_Records to process:_
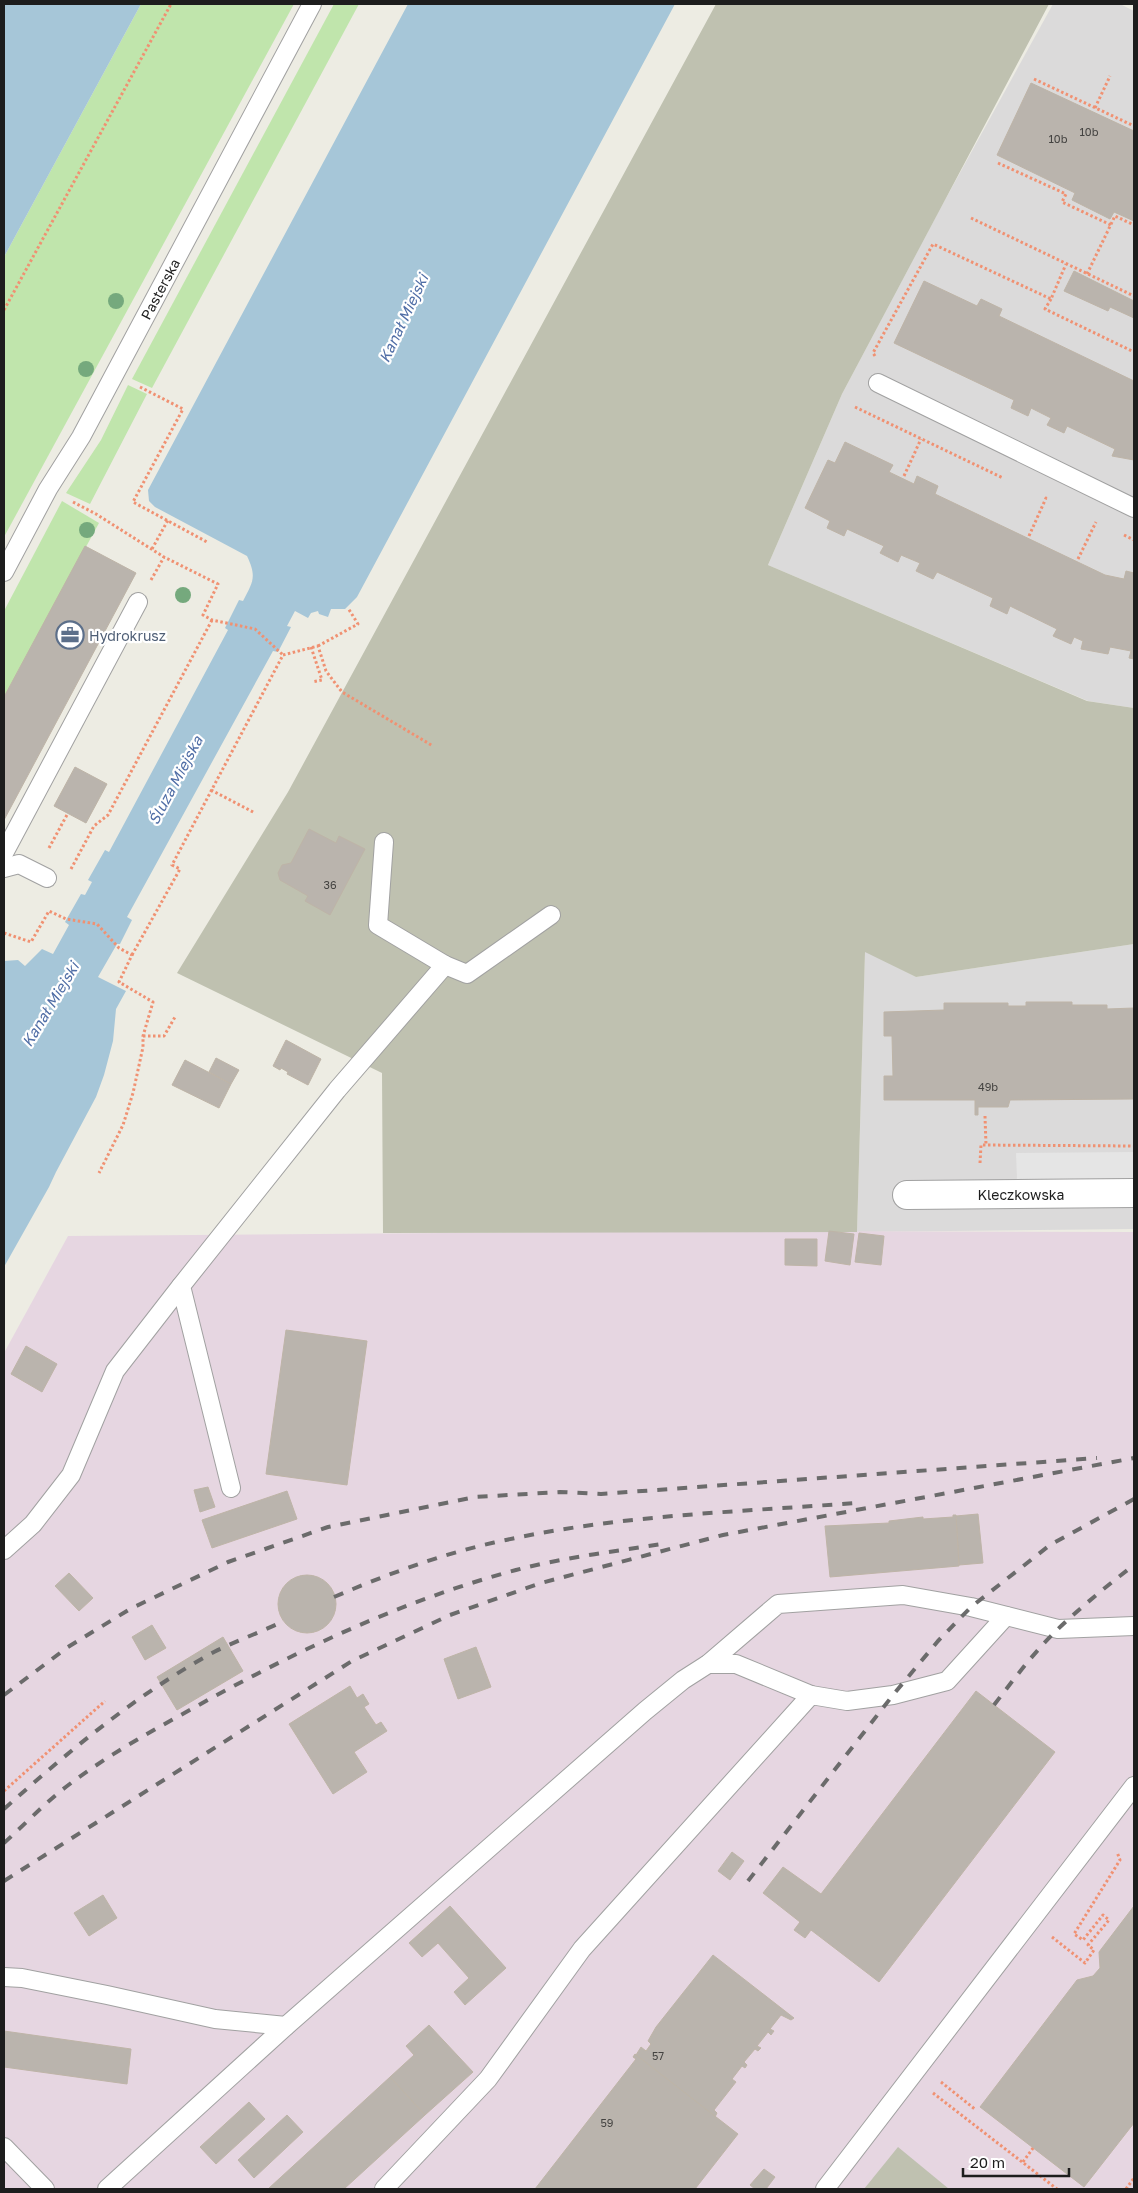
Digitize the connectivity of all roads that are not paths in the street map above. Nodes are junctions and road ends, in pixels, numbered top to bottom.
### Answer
1 (312, 4) edge
2 (878, 383) dead end
3 (1134, 508) edge
4 (4, 572) edge
5 (138, 602) dead end
6 (384, 842) dead end
7 (4, 853) edge
8 (4, 868) edge
9 (47, 878) dead end
10 (551, 915) dead end
11 (445, 965) junction
12 (1134, 1193) edge
13 (907, 1195) dead end
14 (181, 1286) junction
15 (231, 1488) dead end
16 (4, 1550) edge
17 (1006, 1616) junction
18 (1134, 1626) edge
19 (708, 1664) junction
20 (811, 1695) junction
21 (1134, 1786) edge
22 (4, 1977) edge
23 (286, 2026) junction
24 (4, 2147) edge
25 (45, 2189) edge
26 (107, 2189) edge
27 (384, 2189) edge
28 (826, 2189) edge

1 - 4 lane, Pasterska
2 - 3 lane
5 - 7 lane
6 - 11 lane
8 - 9 lane
10 - 11 lane
11 - 14 lane
12 - 13 street, Kleczkowska
14 - 15 lane
14 - 16 lane
17 - 18 lane
17 - 19 lane
17 - 20 lane
19 - 20 lane
19 - 23 lane
20 - 27 lane
21 - 28 lane
22 - 23 lane
23 - 26 lane
24 - 25 lane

_Exercise objective:_ All lines of the material above should be returned unchanged, but no pictures should be included.

_Reply to the exercise:_
Digitize the connectivity of all roads that are not paths in the street map above. Nodes are junctions and road ends, in pixels, numbered top to bottom.
### Answer
1 (312, 4) edge
2 (878, 383) dead end
3 (1134, 508) edge
4 (4, 572) edge
5 (138, 602) dead end
6 (384, 842) dead end
7 (4, 853) edge
8 (4, 868) edge
9 (47, 878) dead end
10 (551, 915) dead end
11 (445, 965) junction
12 (1134, 1193) edge
13 (907, 1195) dead end
14 (181, 1286) junction
15 (231, 1488) dead end
16 (4, 1550) edge
17 (1006, 1616) junction
18 (1134, 1626) edge
19 (708, 1664) junction
20 (811, 1695) junction
21 (1134, 1786) edge
22 (4, 1977) edge
23 (286, 2026) junction
24 (4, 2147) edge
25 (45, 2189) edge
26 (107, 2189) edge
27 (384, 2189) edge
28 (826, 2189) edge

1 - 4 lane, Pasterska
2 - 3 lane
5 - 7 lane
6 - 11 lane
8 - 9 lane
10 - 11 lane
11 - 14 lane
12 - 13 street, Kleczkowska
14 - 15 lane
14 - 16 lane
17 - 18 lane
17 - 19 lane
17 - 20 lane
19 - 20 lane
19 - 23 lane
20 - 27 lane
21 - 28 lane
22 - 23 lane
23 - 26 lane
24 - 25 lane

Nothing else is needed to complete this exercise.